Grateful… for the opportunity to learn new things, meet new people, and expand the family of racers.
Do hard things.
The greatest things in life are things that you work for. Beat up with a broke bike sucks, but when you find yourself in that position on the far side of the finish line, the sacrifice is worth the effort. It’s a lot more comfortable on the couch watching Netflix on a rainy day, but the experience gained by doing things previously thought impossible is invaluable. The price paid to learn new skills typically means you won’t be replacing those parts next go-round. On the flip side, that means you can raise the stakes, and again, the reward. For most folks, this is a long way from their definition of fun. Even if slogging it out in the rain in the Kentucky Clay isn’t your cup of tea, I still suggest you push the envelope on what you believe is possible. On or off the motorcycle. Remove “can’t” from your vocabulary. At a minimum, force “can’t” into a shotgun wedding with a semicolon. “I can’t do this; YET.”
Looking at the forecast on Monday, it wasn’t looking good. I was dreading another “mudder” in the bluegrass, especially on a two-stroke machine more prone to wheel spin than her docile stablemate.

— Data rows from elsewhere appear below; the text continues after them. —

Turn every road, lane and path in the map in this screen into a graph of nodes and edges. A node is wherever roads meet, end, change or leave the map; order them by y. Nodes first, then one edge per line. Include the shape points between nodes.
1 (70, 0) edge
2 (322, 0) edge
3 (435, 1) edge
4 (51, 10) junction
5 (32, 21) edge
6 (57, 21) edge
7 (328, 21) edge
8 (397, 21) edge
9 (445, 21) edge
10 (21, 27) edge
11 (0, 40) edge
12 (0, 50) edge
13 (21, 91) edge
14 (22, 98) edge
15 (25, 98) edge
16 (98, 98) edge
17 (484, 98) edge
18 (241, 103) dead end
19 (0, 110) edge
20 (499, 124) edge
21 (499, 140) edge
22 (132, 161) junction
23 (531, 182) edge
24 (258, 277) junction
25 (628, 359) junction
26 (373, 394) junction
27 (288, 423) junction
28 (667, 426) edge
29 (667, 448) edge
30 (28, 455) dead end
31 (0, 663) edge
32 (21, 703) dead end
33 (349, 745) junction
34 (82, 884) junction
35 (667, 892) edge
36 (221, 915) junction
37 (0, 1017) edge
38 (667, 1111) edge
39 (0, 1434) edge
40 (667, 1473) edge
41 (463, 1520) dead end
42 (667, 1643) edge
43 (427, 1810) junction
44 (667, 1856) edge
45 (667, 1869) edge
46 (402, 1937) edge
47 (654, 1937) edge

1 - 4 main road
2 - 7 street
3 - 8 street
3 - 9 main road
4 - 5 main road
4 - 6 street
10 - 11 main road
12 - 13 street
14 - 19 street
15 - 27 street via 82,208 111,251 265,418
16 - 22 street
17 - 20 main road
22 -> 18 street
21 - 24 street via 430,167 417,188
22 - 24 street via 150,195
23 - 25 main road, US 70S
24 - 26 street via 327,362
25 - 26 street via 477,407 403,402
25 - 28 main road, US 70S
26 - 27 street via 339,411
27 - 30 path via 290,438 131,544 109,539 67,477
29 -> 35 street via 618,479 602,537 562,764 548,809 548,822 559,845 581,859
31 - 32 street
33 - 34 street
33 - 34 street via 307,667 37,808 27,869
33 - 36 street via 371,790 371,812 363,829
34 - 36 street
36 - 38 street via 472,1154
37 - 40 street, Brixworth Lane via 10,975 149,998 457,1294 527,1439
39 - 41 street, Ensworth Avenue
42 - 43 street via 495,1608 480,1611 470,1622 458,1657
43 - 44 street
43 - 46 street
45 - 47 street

Saturday night the forecast held a glimmer of hope; hope that storms would pass by Clay City. Saturday has dumped a lot of rain already, and there was no such luck Sunday morning. If you’ve not heard me say this elsewhere, I hate being wet. Sliding around the trail with loaded tires and a wet crotch is an insult to injury. Despite wanting to stay home, a little voice in my head said this was “good training weather” and “an opportunity to succeed.” A little peer pressure didn’t hurt either. My buddy Bill decided he was going to give racing a go. Despite knowing the weather the same as I, he wasn’t backing out.

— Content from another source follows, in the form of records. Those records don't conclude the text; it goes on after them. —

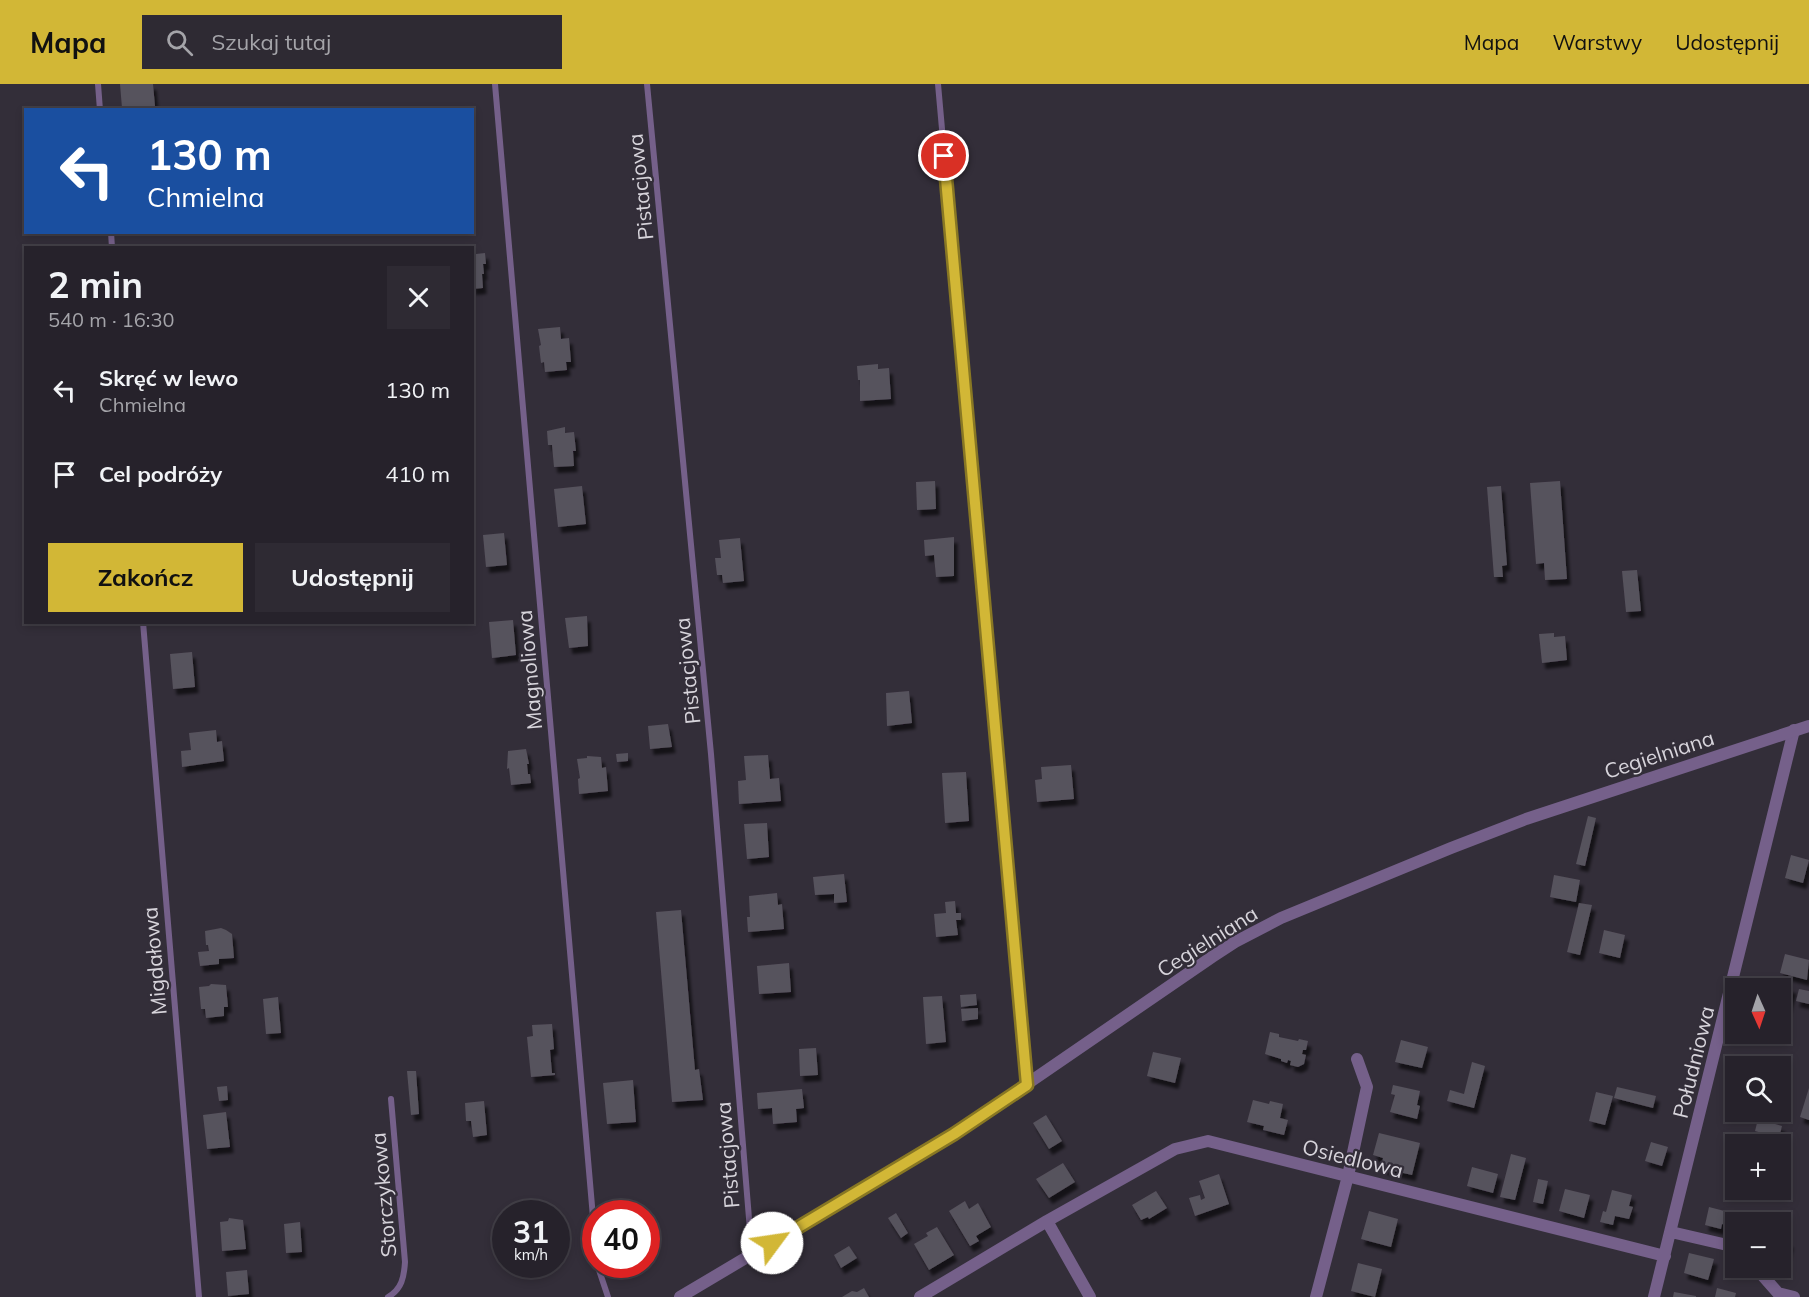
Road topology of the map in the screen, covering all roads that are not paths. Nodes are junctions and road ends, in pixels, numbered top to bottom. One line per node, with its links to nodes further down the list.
1 (98, 84): 5 (lane)
2 (495, 84): 13 (lane, Magnoliowa)
3 (647, 84): 17 (lane, Pistacjowa)
4 (938, 84): 10 (lane)
5 (100, 108)
6 (143, 624): 21 (lane, Migdałowa)
7 (1809, 726): 8 (street, Cegielniana)
8 (1794, 730): 10 (street, Cegielniana); 15 (street, Południowa)
9 (1357, 1059): 12 (street)
10 (1027, 1085): 17 (street, Cegielniana)
11 (391, 1100): 22 (lane, Storczykowa)
12 (1348, 1176): 14 (street, Osiedlowa); 18 (street, Osiedlowa); 27 (street)
13 (592, 1200)
14 (1047, 1221): 25 (street, Osiedlowa); 26 (street)
15 (1671, 1232): 16 (street); 18 (street, Południowa)
16 (1725, 1244)
17 (752, 1255): 24 (street, Cegielniana)
18 (1665, 1256): 28 (street, Południowa)
19 (602, 1278): 23 (lane)
20 (1765, 1278): 29 (street)
21 (199, 1297)
22 (388, 1297)
23 (608, 1297)
24 (680, 1297)
25 (920, 1297)
26 (1090, 1297)
27 (1316, 1297)
28 (1654, 1297)
29 (1794, 1297)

Placing tear-offs on my goggles, I knew it was going to be bad. What I imagined didn’t remotely prepare me for what lied ahead. Sliding backward back down one of the first hills… I rapidly realized the quagmire I got my buddy into…
KXCR Round 2: “The Holler” was an 8-mile course laid out through the Appalachian foothills in Clay City, Kentucky. The course was spectacular. I can only imagine how fast and yet challenging it would have been if remotely dry (we may see this fall). Stuck in traffic on the hillside of an epic climb, I realized I needed to get out of gridlock fast before it got worse. I push the engine too hard and didn’t go fast enough to keep the Husky cool so it overheated. To my shock, I was only passed by one rider while I caught my breath at the top of the hill. I picked Ellinor out of the clay at least twice on the way up that hill; at which point I told myself the goal was simply to finish. I managed to get some pretty decent footage of the race, but there’s no doubt a lot was lost to mud covering the lens. That lost footage included 3 failed attempts on a hill climb around mile 6. The camera died with a clean lens right before my successful run.

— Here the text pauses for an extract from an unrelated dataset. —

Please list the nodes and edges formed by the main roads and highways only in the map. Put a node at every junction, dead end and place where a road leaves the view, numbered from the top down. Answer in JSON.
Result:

I crossed the finish line with 7 minutes to spare; enough time that I was actually permitted to do a second lap. I thought about it for a moment and realized I barely made it up two of the climbs, especially that last doozy. Wasted, I took my single lap as a “win”, assuming it would mean being towed back to camp if I tried to struggle on. 141 racers lined up in their rows for the start. 76 crossed the finish line. I finished 6th in my class (Vet C 30+). I’m pretty confident there were at least 20 people in my row. I grabbed a sandwich and went back to the finish line to wait for my buddy Bill. Suspecting I may have oversold the whole “racing experience”, I was concerned about how he was managing. His first motorcycle race ever, he also finished 6th his class; with so many DNFs, that also meant he beat half the field (and everyone that stayed home). I don’t know if I’ll manage to drag him back to another race, but I know I’m really proud of my friend; it was a test of my mental fortitude, I can only imagine staring down those conditions as a first-time racer. A true testament to his ability and resolve.
The Husky still needs some tuning. I’m messing around with the suspension to get things where I like them. I’d say a set of radiator braces and probably a fan are in order if I’m going to keep up this mudder madness. I made a joke with the racer organizers that I’m probably going to wear a Hawaiian shirt to the first race that’s not a mudfest, just to celebrate. We all laughed… I hope my bluff gets called. Despite the savage conditions, it was worth every minute. I was punished and totally tapped multiple times. Crossing the finish line never felt so sweet. A couple weeks from now we’ll be lining up again. I can’t wait.